The recent Veterans Day reminded me that I used to think the Tomb of the Unknown Soldier had the body of the one guy, out of all the millions killed, that they couldn’t identify.
I thought that gas stations were built above underground deposits of petroleum, which was why they were clustered together on street corners. How they usually managed to be at the corners, I never considered.
That’s a pretty reasonable assumption for a kid to make. You were still a kid, right?
Yes ,very young. So young that I misheard PSAs about tuberculosis. They always called it “TB” and I thought it odd that they railed about TV on TV.
I thought the same thing. We all believed that to be common knowledge.
I used to think that you needed to say “Excuse me” after you farted because that would make the smell go away.
I swear my mom told me that. She swears she did no such thing.
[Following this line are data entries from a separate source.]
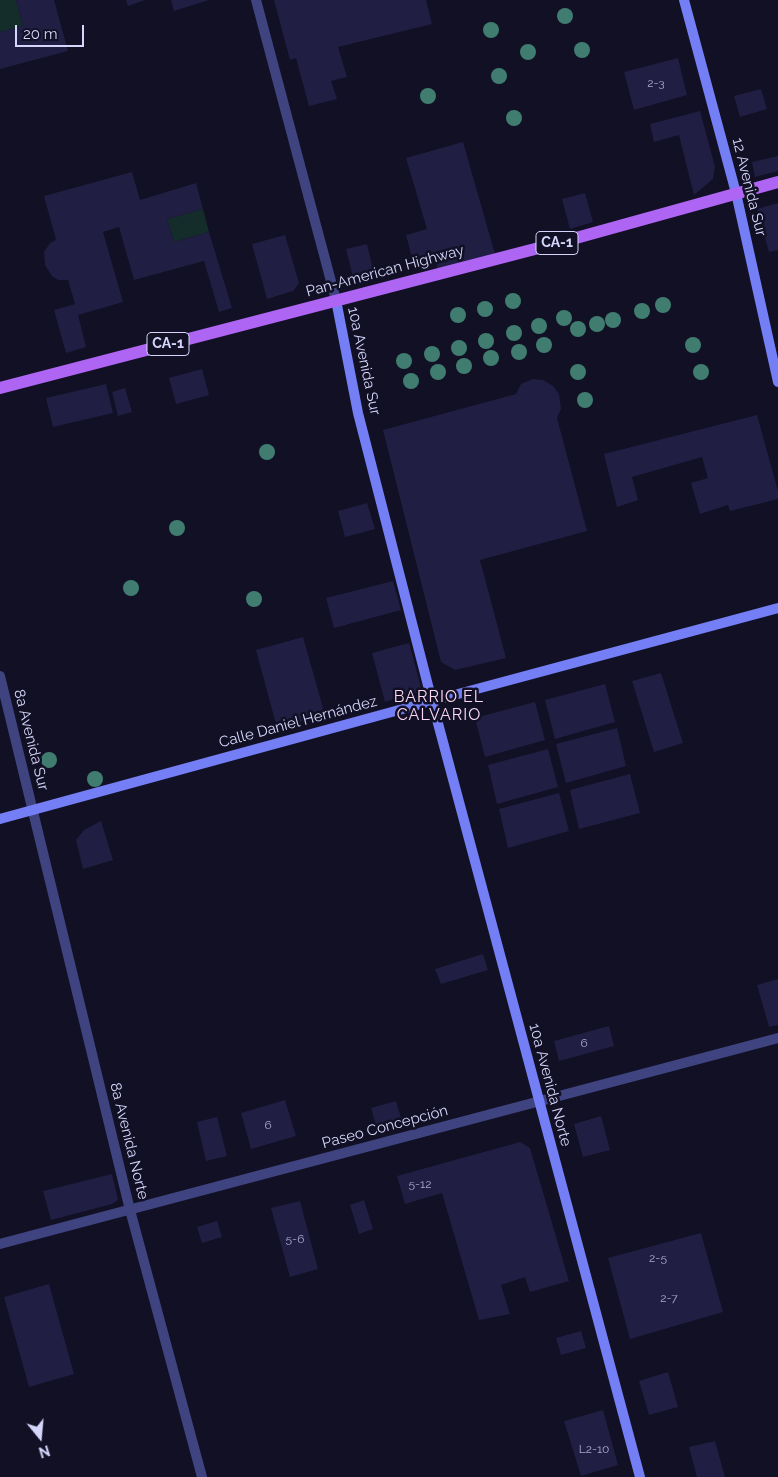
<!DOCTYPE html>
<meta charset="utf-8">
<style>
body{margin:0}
#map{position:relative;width:778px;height:1477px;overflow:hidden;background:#111024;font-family:Raleway,sans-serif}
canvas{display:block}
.north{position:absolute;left:15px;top:1412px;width:50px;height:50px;-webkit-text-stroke:4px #111024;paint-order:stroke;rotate:163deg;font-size:14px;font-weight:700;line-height:20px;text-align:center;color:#d6d6fc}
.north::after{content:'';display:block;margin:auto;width:18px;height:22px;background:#d6d6fc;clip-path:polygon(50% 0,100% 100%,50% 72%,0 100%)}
.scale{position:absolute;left:15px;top:25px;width:69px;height:22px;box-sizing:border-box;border:2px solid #d6d6fc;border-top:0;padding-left:6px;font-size:15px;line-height:18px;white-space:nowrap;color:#d6d6fc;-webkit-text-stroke:4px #111024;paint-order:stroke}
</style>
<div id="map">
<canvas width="778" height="1477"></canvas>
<div class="north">N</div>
<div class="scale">20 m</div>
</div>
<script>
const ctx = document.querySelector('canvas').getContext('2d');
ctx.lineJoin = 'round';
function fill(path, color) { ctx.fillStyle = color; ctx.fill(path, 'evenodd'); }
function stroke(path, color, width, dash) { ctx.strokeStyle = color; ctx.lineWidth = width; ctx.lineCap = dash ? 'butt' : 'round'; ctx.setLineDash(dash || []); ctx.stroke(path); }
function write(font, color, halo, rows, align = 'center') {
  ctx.font = font + ' Raleway,sans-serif'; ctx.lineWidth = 5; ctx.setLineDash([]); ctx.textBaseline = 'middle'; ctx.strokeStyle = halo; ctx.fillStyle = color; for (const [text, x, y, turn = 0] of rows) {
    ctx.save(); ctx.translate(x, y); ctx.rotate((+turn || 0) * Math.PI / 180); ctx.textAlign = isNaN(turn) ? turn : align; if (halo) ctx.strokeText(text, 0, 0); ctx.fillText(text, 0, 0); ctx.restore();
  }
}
fill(new Path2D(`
 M0,0H16L23,26L0,32Z
 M203,209L209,232L174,242L167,219Z`), '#142d2a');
fill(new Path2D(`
 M16,0H54L68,51L0,69V32L23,26Z
 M126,0H145L128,6Z
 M171,0H209L174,11Z
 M274,0H426L432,24L338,47L347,77L331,81L337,99L309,106L296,58L290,60Z
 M678,58L687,95L634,110L624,72Z
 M761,89L767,109L740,117L734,96Z
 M700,111L715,167L713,179L694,195L679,135L654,142L650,124Z
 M463,142L495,254L438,270L432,247L436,264L415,269L406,235L427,229L406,158Z
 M778,156V171L755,177L752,162Z
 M132,172L140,200L196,183L203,209L167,219L174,242L209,232L232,308L219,312L204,261L134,280L119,227L103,232L123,302L78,315L86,347L66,353L54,310L75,304L68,280H58L52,276L45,265L44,252L50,243L56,240L44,196Z
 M585,193L593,222L570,229L562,199Z
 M778,203V250L769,252L757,209Z
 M285,235L299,283L293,291L267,299L252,244Z
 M367,244L375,278L361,282L353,277L346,249Z
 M202,369L209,395L176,404L169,378Z
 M533,379L543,380L553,386L559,394L561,409L557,418L587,531L480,560L506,658L455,670L441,662L383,430L516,394L521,384Z
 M106,384L113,413L53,427L46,398Z
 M125,388L132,412L118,416L112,392Z
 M757,415L778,491V499L730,511L728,505L700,514L691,483L708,478L702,457L632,477L638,500L617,507L604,454Z
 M367,503L375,529L345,537L338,511Z
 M393,581L401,610L334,628L326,598Z
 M303,637L325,715L277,728L256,650Z
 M409,643L422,691L385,702L372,653Z
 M661,673L683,743L654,752L632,681Z
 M605,684L615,722L555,739L545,700Z
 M535,702L545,740L485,757L475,718Z
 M617,728L626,766L566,783L556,744Z
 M548,749L558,787L497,804L488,765Z
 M630,774L640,813L579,829L570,790Z
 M559,793L569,831L508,848L499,809Z
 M101,821L113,860L83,869L76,840L84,830Z
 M483,954L488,970L441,984L435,969Z
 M778,979V1025L769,1027L757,985Z
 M609,1026L614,1046L559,1061L554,1041Z
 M285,1100L296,1136L251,1149L241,1113Z
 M396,1101L403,1125L378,1132L371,1108Z
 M601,1116L610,1150L583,1157L574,1124Z
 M217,1117L227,1156L206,1161L197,1122Z
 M520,1142L530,1148L569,1281L530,1292L525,1277L501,1285L510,1314L479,1320L442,1193L405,1204L397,1176Z
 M112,1174L118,1200L112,1204L51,1220L43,1191Z
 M364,1200L373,1229L359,1234L350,1205Z
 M300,1201L318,1269L290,1277L271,1208Z
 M217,1221L222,1237L202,1243L197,1227Z
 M701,1233L723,1312L630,1339L608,1258Z
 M49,1284L74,1374L29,1387L4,1297Z
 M581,1331L586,1348L561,1355L556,1338Z
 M668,1372L678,1407L649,1415L639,1381Z
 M603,1410L618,1465L581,1476L564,1421Z
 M715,1441L725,1477H697L689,1447Z`), '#211e43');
stroke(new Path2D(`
 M256,0L336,300
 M0,676L130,1210L202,1477
 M0,1244L778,1038`), '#3f437f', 10);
stroke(new Path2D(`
 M684,0L736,193L778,382
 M336,300L358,413L432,701L640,1477
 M0,819L432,701L778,608`), '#747ef5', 10);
stroke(new Path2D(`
 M0,388L558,243L778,182`), '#af65f4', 12);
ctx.fillStyle = '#407d70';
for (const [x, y] of [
 [565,16],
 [491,30],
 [582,50],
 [528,52],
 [499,76],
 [428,96],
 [514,118],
 [513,301],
 [663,305],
 [485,309],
 [642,311],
 [458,315],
 [564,318],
 [613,320],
 [597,324],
 [539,326],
 [578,329],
 [514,333],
 [486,341],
 [544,345],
 [693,345],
 [459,348],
 [519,352],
 [432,354],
 [491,358],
 [404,361],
 [464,366],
 [438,372],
 [578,372],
 [701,372],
 [411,381],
 [585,400],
 [267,452],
 [177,528],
 [131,588],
 [254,599],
 [49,760],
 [95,779]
]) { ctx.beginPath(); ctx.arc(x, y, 8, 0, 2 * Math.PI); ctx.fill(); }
write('12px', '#a9a8ce', null, [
 ["2-3",656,83],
 ["6",584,1043],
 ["6",268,1125],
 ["5-12",420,1184],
 ["5-6",295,1239],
 ["2-5",658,1258],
 ["2-7",669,1298],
 ["L2-10",594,1449]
]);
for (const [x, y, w] of [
 [557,243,42],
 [168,344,42]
]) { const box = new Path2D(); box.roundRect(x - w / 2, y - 11.5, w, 23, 4); ctx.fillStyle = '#111024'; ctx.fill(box); stroke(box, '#d6d6fc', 1); }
write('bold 14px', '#d6d6fc', null, [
 ["CA-1",557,243],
 ["CA-1",168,344]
]);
write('15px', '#d6d6fc', '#111024', [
 ["12 Avenida Sur",749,187,76],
 ["Pan-American Highway",385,271,-15],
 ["10a Avenida Sur",364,361,78],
 ["Calle Daniel Hernández",298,722,-15],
 ["8a Avenida Sur",31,740,76],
 ["10a Avenida Norte",550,1085,75],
 ["Paseo Concepción",385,1127,-15],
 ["8a Avenida Norte",129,1141,76]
]);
ctx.letterSpacing = '1px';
write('16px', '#fcd8f3', '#111024', [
 ["BARRIO EL",439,697],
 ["CALVARIO",439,715]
]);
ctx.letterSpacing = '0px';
</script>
My mom did tell me not to lick butter off the knife because I would cut my tongue. For years, I thought it was eating butter by itself (e.g., no bread) that would slice your tongue. (Rather than the knife…)
Yeah, I have a PhD now…
I thought that you could plug a power bar into itself and then you’d get power to the other things you’d plug into the power bar.
When they taught us the Lord’s Prayer, they didn’t bother to explain that “The Lord is my shepherd, I shall not want” didn’t mean you didn’t want Him.
The term guerilla warfare was thrown around frequently during coverage of the Vietnam War. I kept expecting to see film of gorillas shooting at each other. Took me a while to figure that out.
When I was a kid (early 1960s), I saw public service ads reminding all aliens to register at the Post Office. I didn’t know this applied to those of us born on this world and had visions of Superman walking into the Metropolis P. O. to register his status.
When I was quite young, I became aware that matter was made of atoms, and every atom has a nucleus. And I became aware that living things are made of cells, and every cell has a nucleus.
Thus, I concluded that atomic matter (including compounds) and living matter are two mutually exclusive kinds of stuff. Cells are the fundamental unit of living things, not composed of atomic matter.
And thus began your career as a theoretical physicist, right?
Here’s a complicated and very specific one. One day my School Teacher told us the story of Jason, the Argonauts, and his search for the Golden Fleece. However, the local pub that served our community was also named “The Golden Fleece” (it was a farming community, so it was both a reference to that and the myth, but I didn’t know that) and at no point did the Teacher make it clear what he meant by a Golden Fleece, so all I could picture was the pub and not a sheepskin made of gold wool.
It was at least a decade later when I saw the story retold that all of that finally made sense to me.
The first time I saw someone speaking a language other than English (I forget which) on a telephone, I wondered how they’d trained the phone system to be able to cope with it.
Reminds me- not that many years ago my boss was musing about GPSs in cars, and was amazed that the satellites could keep track of all those cars. He wasn’t physically young.
In a similar vein, the line in “Silent Night”
'Round young virgin, mother and child
Well, of course she’s round – she’s pregnant.
Seems like birds used to swoop down on cars more back then. I used to think that it was because, with their peculiar eyes, large things moving at a distance look like little things close up. I finally learned that for a zillion years large animals moving through the grass stirred up bugs for them to eat.
When I was quite young my parents taught me that a woman got pregnant when the father’s sperm combined with the mother’s egg. But they didn’t teach me the part about how the sperm got from the man to the woman. So I concluded that sperm floated through the air, more or less like pollen. So when you got married living in the same house and sleeping in the same bed with your wife increased the probability of one of your sperm landing on her, which is why you had kids after you got married. And out of wedlock pregnancies must happen when one of your sperm accidentally lands on the wrong woman.
Nitpick: That line is from the 23rd Psalm, not the Lord’s Prayer, which is the “Our Father who art in Heaven” one.
I thought it was amazingly fortuitous that the English translations of words that rhymed in foreign-language poems just happened to rhyme in English too. Because look, here’s the rhyming poem in its original foreign, and next to it is the translation that rhymes in English. Cool!
At the time I hadn’t quite got my head around how the translation process actually works.